** EXCERPTED DATA follows **
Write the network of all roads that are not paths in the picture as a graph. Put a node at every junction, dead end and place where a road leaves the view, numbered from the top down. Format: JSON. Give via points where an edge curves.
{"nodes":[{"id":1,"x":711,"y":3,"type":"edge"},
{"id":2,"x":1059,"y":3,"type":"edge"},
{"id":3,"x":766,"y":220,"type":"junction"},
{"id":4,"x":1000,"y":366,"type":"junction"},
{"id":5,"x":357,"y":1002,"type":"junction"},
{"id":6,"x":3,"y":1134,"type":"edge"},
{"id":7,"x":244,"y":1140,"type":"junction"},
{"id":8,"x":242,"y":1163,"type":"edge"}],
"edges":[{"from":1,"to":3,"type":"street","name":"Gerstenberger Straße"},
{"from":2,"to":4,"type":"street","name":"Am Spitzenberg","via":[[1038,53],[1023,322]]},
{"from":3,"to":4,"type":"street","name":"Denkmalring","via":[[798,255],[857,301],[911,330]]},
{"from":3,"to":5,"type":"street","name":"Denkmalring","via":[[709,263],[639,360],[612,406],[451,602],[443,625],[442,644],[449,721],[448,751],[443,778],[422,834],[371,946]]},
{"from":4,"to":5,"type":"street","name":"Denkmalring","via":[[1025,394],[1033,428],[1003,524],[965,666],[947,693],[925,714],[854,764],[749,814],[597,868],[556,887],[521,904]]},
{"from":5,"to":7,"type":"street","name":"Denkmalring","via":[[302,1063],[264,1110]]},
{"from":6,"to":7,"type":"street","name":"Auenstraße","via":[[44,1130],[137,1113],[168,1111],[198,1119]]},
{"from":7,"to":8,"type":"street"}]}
** End of EXCERPTED DATA **
I need every line of the material that includes "street", so please copy them out.

● RESPONSE:
"edges":[{"from":1,"to":3,"type":"street","name":"Gerstenberger Straße"},
{"from":2,"to":4,"type":"street","name":"Am Spitzenberg","via":[[1038,53],[1023,322]]},
{"from":3,"to":4,"type":"street","name":"Denkmalring","via":[[798,255],[857,301],[911,330]]},
{"from":3,"to":5,"type":"street","name":"Denkmalring","via":[[709,263],[639,360],[612,406],[451,602],[443,625],[442,644],[449,721],[448,751],[443,778],[422,834],[371,946]]},
{"from":4,"to":5,"type":"street","name":"Denkmalring","via":[[1025,394],[1033,428],[1003,524],[965,666],[947,693],[925,714],[854,764],[749,814],[597,868],[556,887],[521,904]]},
{"from":5,"to":7,"type":"street","name":"Denkmalring","via":[[302,1063],[264,1110]]},
{"from":6,"to":7,"type":"street","name":"Auenstraße","via":[[44,1130],[137,1113],[168,1111],[198,1119]]},
{"from":7,"to":8,"type":"street"}]}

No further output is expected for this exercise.